I am using latest aerospike[community 3.14.1.3] with latest java client and facing timeout exceptions with healthy nodes even if those nodes are available.
scenario explanation:
i am using a cluster of 4 nodes and the problem occurs when only one node goes down / fails to serve the request against limited number of fd[proto-fd-max]
Due to the failure of only one node my whole application goes down and throws socket timeout exception with all nodes. [WHY ???]
As per my understanding it should discard that dirty node from my cluster and my app still should be able
to work [except those threads which are trying to connect the dirty node and need refreshment from java client].

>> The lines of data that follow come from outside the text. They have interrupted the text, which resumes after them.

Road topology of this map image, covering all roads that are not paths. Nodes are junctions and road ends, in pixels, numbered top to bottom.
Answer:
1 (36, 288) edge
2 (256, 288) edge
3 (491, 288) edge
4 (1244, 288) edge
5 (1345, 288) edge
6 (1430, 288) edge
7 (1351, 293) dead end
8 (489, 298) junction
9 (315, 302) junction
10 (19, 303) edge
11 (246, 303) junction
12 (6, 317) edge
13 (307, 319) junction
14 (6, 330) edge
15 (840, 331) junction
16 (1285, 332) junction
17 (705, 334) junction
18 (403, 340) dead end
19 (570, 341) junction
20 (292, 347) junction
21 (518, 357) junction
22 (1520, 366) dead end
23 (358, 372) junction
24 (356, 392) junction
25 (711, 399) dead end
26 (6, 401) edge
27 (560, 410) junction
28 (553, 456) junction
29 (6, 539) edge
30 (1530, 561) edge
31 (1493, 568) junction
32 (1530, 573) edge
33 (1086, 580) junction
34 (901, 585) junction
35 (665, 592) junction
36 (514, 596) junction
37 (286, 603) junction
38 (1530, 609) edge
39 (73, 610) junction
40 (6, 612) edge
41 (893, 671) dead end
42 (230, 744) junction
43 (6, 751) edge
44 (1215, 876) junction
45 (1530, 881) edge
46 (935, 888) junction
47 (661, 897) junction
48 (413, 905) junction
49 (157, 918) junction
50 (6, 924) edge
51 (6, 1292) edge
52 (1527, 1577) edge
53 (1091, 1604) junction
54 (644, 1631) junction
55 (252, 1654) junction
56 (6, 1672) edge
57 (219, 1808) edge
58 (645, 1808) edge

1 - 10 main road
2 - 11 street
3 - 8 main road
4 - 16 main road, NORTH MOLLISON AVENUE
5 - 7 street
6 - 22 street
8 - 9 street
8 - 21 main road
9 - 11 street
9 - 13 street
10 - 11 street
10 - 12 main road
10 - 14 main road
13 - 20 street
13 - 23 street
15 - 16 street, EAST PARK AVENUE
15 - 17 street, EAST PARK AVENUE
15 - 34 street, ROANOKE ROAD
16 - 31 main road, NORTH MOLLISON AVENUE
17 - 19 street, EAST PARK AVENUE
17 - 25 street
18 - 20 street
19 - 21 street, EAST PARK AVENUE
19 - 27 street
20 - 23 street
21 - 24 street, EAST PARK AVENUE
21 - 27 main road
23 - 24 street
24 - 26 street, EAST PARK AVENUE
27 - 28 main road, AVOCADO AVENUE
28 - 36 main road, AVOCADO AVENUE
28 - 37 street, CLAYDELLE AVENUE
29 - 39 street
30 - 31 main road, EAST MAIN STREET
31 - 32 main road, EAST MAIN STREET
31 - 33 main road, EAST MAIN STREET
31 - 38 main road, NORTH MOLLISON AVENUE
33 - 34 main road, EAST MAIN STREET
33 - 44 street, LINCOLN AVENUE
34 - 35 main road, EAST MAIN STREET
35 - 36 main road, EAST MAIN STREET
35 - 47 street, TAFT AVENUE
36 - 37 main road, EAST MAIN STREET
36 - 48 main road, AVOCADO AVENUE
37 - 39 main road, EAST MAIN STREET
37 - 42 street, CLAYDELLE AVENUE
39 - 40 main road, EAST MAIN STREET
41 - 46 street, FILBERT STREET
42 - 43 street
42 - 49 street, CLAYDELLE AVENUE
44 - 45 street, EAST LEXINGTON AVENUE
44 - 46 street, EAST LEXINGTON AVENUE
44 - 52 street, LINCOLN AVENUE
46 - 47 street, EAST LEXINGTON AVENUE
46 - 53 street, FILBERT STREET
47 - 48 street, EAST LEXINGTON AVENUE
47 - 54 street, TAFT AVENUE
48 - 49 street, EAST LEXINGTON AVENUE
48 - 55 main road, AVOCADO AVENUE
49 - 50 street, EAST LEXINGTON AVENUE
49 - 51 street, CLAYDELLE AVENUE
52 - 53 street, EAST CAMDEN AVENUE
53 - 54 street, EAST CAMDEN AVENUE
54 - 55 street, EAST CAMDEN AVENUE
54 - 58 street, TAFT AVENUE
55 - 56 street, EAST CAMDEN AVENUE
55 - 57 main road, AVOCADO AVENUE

Please output the expected behaviour and let me know if i am doing something wrong.
If one server node has reached proto-fd-max and all nodes have the same proto-fd-max limit, then it’s likely that all nodes are reaching that same limit.
Also, there is a short time-frame (~ 1 second) after node goes down where the cluster blocks writes until new partition map is agreed upon.
I replicated this issue by lowering down the fd of only one node,in actual scenario it was a hardware failure of one node and due to this failure our cluster took approx 45 min to recover.until then our application was getting continous timeout exception while it was trying to connect the cluster.
Since I know nothing about your application, I would suggest running the java benchmarks against a test cluster. Kill a node and see what happens. The benchmarks programs will get some errors and then recover once the node is removed from the client’s view of the cluster.